We previously discovered potent antibody responses (at titers > 1:64,000) against the CML-associated protein CML66 that developed in close temporal correlation with disease regression following donor lymphocyte infusion (DLI) in Patient A (13). CML66 has unknown function, although residues 268–399 are homologous to NUDC, which is involved in nuclear distribution during mitosis (19). Patient A relapsed with CML within one year after T cell-depleted myeloablative matched-related donor HSCT, and was infused with 3 × 108 donor CD4+ T cells/kg 4.5 years after transplant, to which she developed prompt cytogenetic remission followed by durable molecular remission (>10 years) (Suppl. Table 1). We speculated that such high-titer antibody responses would coordinately develop with an antigen-specific cellular memory response. We therefore stimulated T cells isolated from the Patient A, 5 years after DLI, against autologous dendritic cells (DCs) that were adenovirally transduced to express whole CML66 antigen, since this led to efficient expression of this protein within DCs (Suppl. Figure 1A).
Ten days after this single stimulation against CML66-expressing DCs, CD8+ T cells from Patient A were tested by ELISpot for reactivity against a panel of overlapping peptides, encompassing the entire coding region of CML66. A total of ninety-one 15- to 18mers, which overlapped by 11 residues, were divided into 18 pools (Supplementary Table 2). Patient A was known to express HLA-A2+, and was CMV-seropositive. As expected, Patient A CD8+ T cells stimulated with DCs expressing either the empty adenoviral vector or CML66 both elicited equivalent frequencies of CMV-specific reactivity against the known HLA-A2+ restricted PP65 peptide epitope (Suppl. Figure 1B). Of the CML66-derived peptide pools, pool 15 elicited the greatest T cell reactivity (80 spots per 1 × 105 cells) by ELISpot, with 2.6-fold greater reactivity from CML66-stimulated cells compared with T cells stimulated against control DCs. Further testing of the 6 peptides contained within pool 15 revealed that the CD8+ T cell reactivity was directed against the 18mer 66–72 (CML66 residues 449–466: PKEMPCFCLRHDVDALLW) (Suppl. Fig. 2).
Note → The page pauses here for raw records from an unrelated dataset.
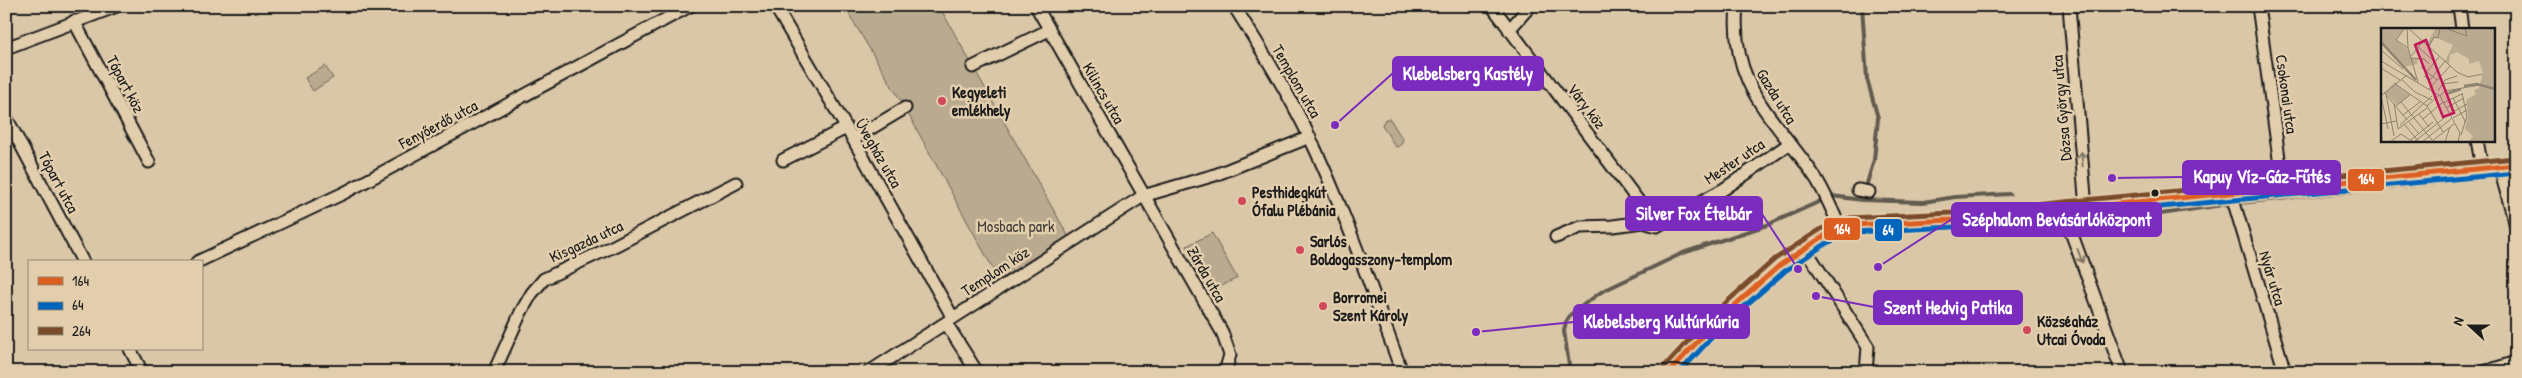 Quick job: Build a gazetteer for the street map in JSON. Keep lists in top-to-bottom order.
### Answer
{
  "streets": {
    "street": [
      "Templom utca",
      "Tópart köz",
      "Kilincs utca",
      "Csokonai utca",
      "Gazda utca",
      "Váry köz",
      "Dózsa György utca",
      "Fenyőerdő utca",
      "Üvegház utca",
      "Mester utca",
      "Tópart utca",
      "Kisgazda utca",
      "Templom köz",
      "Zárda utca",
      "Nyár utca"
    ]
  },
  "crossings": [
    ["Templom utca", "Templom köz"],
    ["Kilincs utca", "Templom köz"],
    ["Kilincs utca", "Zárda utca"],
    ["Gazda utca", "Mester utca"],
    ["Váry köz", "Mester utca"],
    ["Üvegház utca", "Templom köz"],
    ["Templom köz", "Zárda utca"]
  ],
  "one_way": ["Dózsa György utca"],
  "parks": ["Mosbach park"],
  "places": [
    "Kegyeleti emlékhely",
    "Klebelsberg Kastély",
    "Kapuy Víz-Gáz-Fűtés",
    "Pesthidegkút Ófalu Plébánia",
    "Sarlós Boldogasszony-templom",
    "Széphalom Bevásárlóközpont",
    "Silver Fox Ételbár",
    "Szent Hedvig Patika",
    "Borromei Szent Károly",
    "Községház Utcai Óvoda",
    "Klebelsberg Kultúrkúria"
  ],
  "lines": ["transit line 264", "transit line 164", "transit line 64"],
  "legend": ["164", "64", "264"],
  "north": "left"
}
We sought to determine whether peptide 66–72 reactive CD8+ T cells could recognize an epitope derived from processed whole antigen. As antigen-presenting cells (APCs), we used CD40L-expanded autologous B cells, that could efficiently express CML66 or irrelevant/control proteins following nucleofection with gene-specific mRNA (Suppl. Figure 3). As shown in Figure 1A, peptide 66–72-reactive T cells were cytolytic to autologous CD40L-expanded B cells expressing CML66 and APCs pulsed with peptide 66–72, but not against autologous CD40L-B cells expressing irrelevant antigen or pulsed with irrelevant peptide (i.e. the melanoma antigen MART1 or its peptide M26). These results demonstrate that with forced expression, CML66 is processed to express an epitope containing peptide 66–72.
Peptide 66–72-reactive T cells were cloned by limiting dilution. Clones 3A1, 9A8 and 11A5 all specifically recognized autologous DCs pulsed with peptide 66–72 or expressing whole CML66 protein, and were further expanded. Figure 1B demonstrates that these interactions were class I-restricted, since IFN-γ secretion was blocked in the presence of the class I blocking antibody, W6/32.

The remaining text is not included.